Although Shirley Cheechoo hasn’t appeared on screen in over a decade, the Cree actor and filmmaker says it’s an honour to be recognized for her career and contributions to the film industry.
She is the recipient of the ImagineNative Film and Media Arts Festival’s 2021 August Schellenberg Award.
Named after August “Augie” Schellenberg, it is given annually to an Indigenous actor based on the longevity and impact of their career, as well as their involvement in mentorship and community work.
“I was very honoured to have actually received the award because I’ve worked with Augie,” said Cheechoo.
“He was a very good friend of mine, so I was very honoured that I was actually getting the award under his name.”
Schellenberg, who died in 2013, performed in countless theatre, film and television productions including Saving Grace, Free Willy, Black Robe, North of 60 and Bury My Heart at Wounded Knee.
The festival launched the award in 2015 in partnership with his wife Joan Karasevich Schellenberg to honour his life.
Jani Lauzon, a member of the award selection committee, said in a statement the award not only recognizes “the longevity of a career but also someone who has done so much for the community and giving back and advocacy.
“It’s so amazing to know that this year the award will go to the incredible Shirley Cheechoo who has done so much artistically but also equally for her community.”
Past recipients include Tantoo Cardinal in 2015, Tom Jackson in 2016, Tina Keeper in 2017, Michael Greyeyes in 2018, Michelle Thrush in 2019, and Lorne Cardinal in 2020.

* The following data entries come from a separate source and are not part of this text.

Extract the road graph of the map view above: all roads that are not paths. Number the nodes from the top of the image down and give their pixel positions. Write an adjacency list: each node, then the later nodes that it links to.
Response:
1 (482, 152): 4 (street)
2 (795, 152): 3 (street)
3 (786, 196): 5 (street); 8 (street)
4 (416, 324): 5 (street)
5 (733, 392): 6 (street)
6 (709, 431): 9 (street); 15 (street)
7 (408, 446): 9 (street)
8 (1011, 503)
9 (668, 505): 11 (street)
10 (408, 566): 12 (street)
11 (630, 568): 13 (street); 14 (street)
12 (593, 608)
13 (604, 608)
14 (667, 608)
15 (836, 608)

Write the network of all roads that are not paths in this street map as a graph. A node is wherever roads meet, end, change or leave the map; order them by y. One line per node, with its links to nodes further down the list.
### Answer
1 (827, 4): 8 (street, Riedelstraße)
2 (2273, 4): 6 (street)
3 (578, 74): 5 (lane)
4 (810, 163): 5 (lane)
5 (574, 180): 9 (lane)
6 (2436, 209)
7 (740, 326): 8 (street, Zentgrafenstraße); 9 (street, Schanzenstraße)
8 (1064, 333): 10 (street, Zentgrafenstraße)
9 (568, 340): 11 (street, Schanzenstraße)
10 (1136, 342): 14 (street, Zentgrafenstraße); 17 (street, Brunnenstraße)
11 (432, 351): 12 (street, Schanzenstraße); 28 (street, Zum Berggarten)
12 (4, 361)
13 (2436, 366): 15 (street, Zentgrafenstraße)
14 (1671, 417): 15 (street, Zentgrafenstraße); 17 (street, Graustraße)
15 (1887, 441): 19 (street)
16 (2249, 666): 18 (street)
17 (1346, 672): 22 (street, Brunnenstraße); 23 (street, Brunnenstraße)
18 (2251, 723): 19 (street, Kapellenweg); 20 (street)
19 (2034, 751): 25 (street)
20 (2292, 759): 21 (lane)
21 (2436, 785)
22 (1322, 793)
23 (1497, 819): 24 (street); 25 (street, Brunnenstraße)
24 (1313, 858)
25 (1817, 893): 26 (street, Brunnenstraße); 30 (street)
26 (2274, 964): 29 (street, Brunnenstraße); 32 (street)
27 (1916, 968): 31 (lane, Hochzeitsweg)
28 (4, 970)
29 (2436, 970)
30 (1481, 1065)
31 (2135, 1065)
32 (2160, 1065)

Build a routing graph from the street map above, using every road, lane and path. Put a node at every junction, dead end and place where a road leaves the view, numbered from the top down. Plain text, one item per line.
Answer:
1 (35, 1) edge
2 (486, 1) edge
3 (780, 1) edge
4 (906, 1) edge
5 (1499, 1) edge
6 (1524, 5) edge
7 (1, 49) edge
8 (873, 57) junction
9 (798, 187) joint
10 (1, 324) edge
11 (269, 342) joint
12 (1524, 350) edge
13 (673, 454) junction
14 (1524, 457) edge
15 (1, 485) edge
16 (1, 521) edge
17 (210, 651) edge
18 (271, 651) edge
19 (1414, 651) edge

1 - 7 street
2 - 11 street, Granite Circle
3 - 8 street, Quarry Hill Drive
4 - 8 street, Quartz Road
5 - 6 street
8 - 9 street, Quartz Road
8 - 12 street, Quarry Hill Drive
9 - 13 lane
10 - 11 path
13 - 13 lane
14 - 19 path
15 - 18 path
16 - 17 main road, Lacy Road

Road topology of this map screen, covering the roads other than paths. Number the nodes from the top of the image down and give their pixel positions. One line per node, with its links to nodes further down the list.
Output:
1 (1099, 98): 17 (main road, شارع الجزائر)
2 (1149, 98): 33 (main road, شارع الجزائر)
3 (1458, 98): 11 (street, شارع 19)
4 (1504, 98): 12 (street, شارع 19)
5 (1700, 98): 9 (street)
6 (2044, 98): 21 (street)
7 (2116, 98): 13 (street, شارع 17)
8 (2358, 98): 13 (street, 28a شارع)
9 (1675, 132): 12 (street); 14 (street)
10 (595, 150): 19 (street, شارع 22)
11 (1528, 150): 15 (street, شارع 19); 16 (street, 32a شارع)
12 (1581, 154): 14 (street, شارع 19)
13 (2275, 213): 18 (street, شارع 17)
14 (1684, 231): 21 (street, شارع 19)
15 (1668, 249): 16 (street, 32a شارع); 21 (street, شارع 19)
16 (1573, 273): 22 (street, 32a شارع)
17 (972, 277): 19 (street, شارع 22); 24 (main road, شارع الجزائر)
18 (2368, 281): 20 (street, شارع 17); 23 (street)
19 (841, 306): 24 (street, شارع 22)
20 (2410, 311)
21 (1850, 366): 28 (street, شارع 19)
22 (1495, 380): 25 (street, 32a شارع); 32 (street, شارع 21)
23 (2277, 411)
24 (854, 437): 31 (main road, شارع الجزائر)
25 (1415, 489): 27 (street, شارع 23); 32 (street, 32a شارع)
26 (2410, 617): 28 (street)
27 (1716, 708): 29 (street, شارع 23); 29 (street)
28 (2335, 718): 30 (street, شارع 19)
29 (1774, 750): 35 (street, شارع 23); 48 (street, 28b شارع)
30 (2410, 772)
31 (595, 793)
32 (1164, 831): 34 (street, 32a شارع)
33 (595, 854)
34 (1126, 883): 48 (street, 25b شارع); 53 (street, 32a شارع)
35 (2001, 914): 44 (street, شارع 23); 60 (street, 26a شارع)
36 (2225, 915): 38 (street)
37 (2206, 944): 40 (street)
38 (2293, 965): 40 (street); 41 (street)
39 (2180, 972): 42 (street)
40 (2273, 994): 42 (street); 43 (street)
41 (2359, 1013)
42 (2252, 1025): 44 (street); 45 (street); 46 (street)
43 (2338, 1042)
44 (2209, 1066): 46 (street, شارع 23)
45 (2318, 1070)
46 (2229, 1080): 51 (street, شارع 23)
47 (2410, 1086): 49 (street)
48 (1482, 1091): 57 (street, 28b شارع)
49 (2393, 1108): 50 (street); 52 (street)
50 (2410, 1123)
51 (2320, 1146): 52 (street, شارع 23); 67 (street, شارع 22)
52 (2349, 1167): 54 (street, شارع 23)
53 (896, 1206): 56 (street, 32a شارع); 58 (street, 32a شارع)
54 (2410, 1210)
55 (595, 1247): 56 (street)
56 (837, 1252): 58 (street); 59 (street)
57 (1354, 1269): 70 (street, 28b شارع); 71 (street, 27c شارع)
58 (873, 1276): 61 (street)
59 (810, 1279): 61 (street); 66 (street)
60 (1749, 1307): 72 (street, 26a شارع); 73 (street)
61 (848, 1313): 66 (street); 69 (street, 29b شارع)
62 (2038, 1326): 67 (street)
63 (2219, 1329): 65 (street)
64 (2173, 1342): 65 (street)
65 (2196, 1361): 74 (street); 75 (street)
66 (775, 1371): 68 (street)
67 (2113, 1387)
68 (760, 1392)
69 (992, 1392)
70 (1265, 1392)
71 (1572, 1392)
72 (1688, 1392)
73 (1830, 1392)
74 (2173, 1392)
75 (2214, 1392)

“I’m honoured to be part of that list,” said Cheechoo.
“Being Indigenous is always a very hard path and all of us that are in this industry know that we have to work extra hard to get where we want to go.”
Cheechoo was born in the James Bay Cree community of Eastmain, Que., and has been living on Manitoulin Island in Ontario for the last 40 years.
She was first cast in the CBC-TV series Spirit Bay in the 1980s, and later The Rez. Her first feature-length, dramatic film, Bearwalker, screened at the 2000 Sundance Film Festival and the Cannes Film Festival.
In 2002, she founded the Weengushk Film Institute in M’Chigeeng First Nation on Manitoulin Island where she helps train emerging Indigenous filmmakers. She said she turned to teaching after struggling to get support to tell stories with an Indigenous perspective.
“The stories that I wanted to tell were unbelievable to broadcasters. [They] wanted to change my storytelling for the white audience only,” she said.
“I decided, well, maybe it’s not my time to be the one to be telling these stories. So I thought, what if I educate younger people? When I’m gone, there’s people behind me that are going to be able to tell those stories.”
The ImagineNative Film and Media Arts Festival takes place Oct. 19-24 in Toronto.